Again in the Sun, in January, 1931, a second reviewer declared,
"About the strongest card we have to play against the avalance of
French art that confronts us this week is Charles Hopkinson, the
ace of American portrait painters." His popularity did not diminish
throughout his long life. In 1948, Time Magazine called him "the
Dean of U.S. portraitists," and Boston Globe critic Robert Taylor
echoed this phrase in 1953, adding that Hopkinson was, at the age
of eighty-four, "just as revolutionary, in his own way, as the
vanguard of the latest style."
When
he was not working on commissioned portraits, he painted his family
or himself. There are more than sixty self-portraits
still in the studio on the top floor of his Manchester house. He
seems to have used these not only as direct and honest records 'of
his changing appearance, but also as vehicles for problem-solving,
for testing ideas relating to light and shadow, brush techniques
or methods of modelling the human face. The self-portraits in this
exhibition include both the earliest known example, painted before
the turn of the century, and the last, a brutally honest work painted
in 1961, when the artist was in his ninety-first year. Although
not offered for sale, Hopkinson's pictures
of his children were a staple of his exhibitions in the first
decades of the twentieth century. One of the artist's children said
recently, "We all thought it was the duty of every child to sit
quietly while her father painted her." She recalled that her mother
would read aloud to them as they sat, and when they got too "wiggley," they were allowed to get up and move around for a while. The
sittings, she thought, lasted about an hour at a time.
Family
legend gives credit to John Singer Sargent for suggesting the theme
of Three
Dancing Girls to Hopkinson, after seeing the girls dressed in
old-fashioned costumes, dancing on the rocks at Manchester. Sargent
visited the Manchester house in 1916 while he was in Boston working
on the murals at the Public Library. A postcard from one of Mrs.
Hopkinson's sisters to another, written on August 20, 1917, confirms
a second Sargent visit, in the company of Isabella Stewart Gardner.
Harriot Curtis writes, "John Singer [Sargent] admired it ex-tremely!
[a reference to the dress worn by one of the girls] He and Mrs.
Gardner, no less, came by tother (sic) day to see how the painting
he insisted on Charles painting came on. He likes it but says there
must be four, not three, children, and Happy must be definitely
curtseying." Although Hopkinson did not add a fourth child, there
is evidence in a study he made for the painting that he did change
the position of the child in the foreground in response to Sargent's
suggestion.
While
pre-eminently a portrait painter, Charles Hopkinson painted watercolors
all his life, for his own pleasure, as a relief from the pressures
of accomodating (sic) a client, and as an intense personal response to
the landscape and the sea. Although they were widely exhibited and
well received, he was reluctant to sell them, and most of them are
still in the hands of family and friends. Perhaps half of them were
inspired by the dramatic view from his house in Manchester and the
others document an equally strong response to nature in many places
around the world. Among the more than 700 extant watercolors are
scenes from California, Hawaii, Bermuda, Venice, Paris, New Zealand
and Ireland.
Hopkinson's
expressed goal in painting the water-colors was to capture the "heart"

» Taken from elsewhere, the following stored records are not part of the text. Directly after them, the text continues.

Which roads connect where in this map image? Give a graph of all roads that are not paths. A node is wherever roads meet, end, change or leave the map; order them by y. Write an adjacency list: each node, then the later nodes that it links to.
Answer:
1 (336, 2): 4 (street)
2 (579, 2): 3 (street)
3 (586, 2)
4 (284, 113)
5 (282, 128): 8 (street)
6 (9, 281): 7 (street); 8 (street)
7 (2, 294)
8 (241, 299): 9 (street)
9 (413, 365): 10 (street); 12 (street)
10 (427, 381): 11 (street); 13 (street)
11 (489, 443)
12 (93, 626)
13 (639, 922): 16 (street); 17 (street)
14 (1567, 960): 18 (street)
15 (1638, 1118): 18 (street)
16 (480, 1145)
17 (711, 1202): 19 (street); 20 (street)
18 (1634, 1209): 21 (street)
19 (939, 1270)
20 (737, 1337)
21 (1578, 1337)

of the scene. Foreground details, he said, had to be seen "out of
the corner of the eye," while the focus in the center must be portrayed
with vigor and accuracy. His is a highly selective style which rejects
the non-essential and casts aside cliches. He painted very quickly,
making rapid decisions. Although some of the early works are factual
and descriptive, most of his watercolors are rapid distillations
of the essence of the scene. In Kite
Flying Day, Ipswich, for example, the gaiety of a crowd of people
is conveyed by a few swiftly applied flecks of color.
He
tried, he said, to see with the "innocent eye, not the intellectual
eye," that is, to allow the impact of the scene before him to determine
his approach. In 1928, he instructed his daughter Ibby that one
must have "nothing but humbleness before nature, an intelligent
humbleness, an emotional response...."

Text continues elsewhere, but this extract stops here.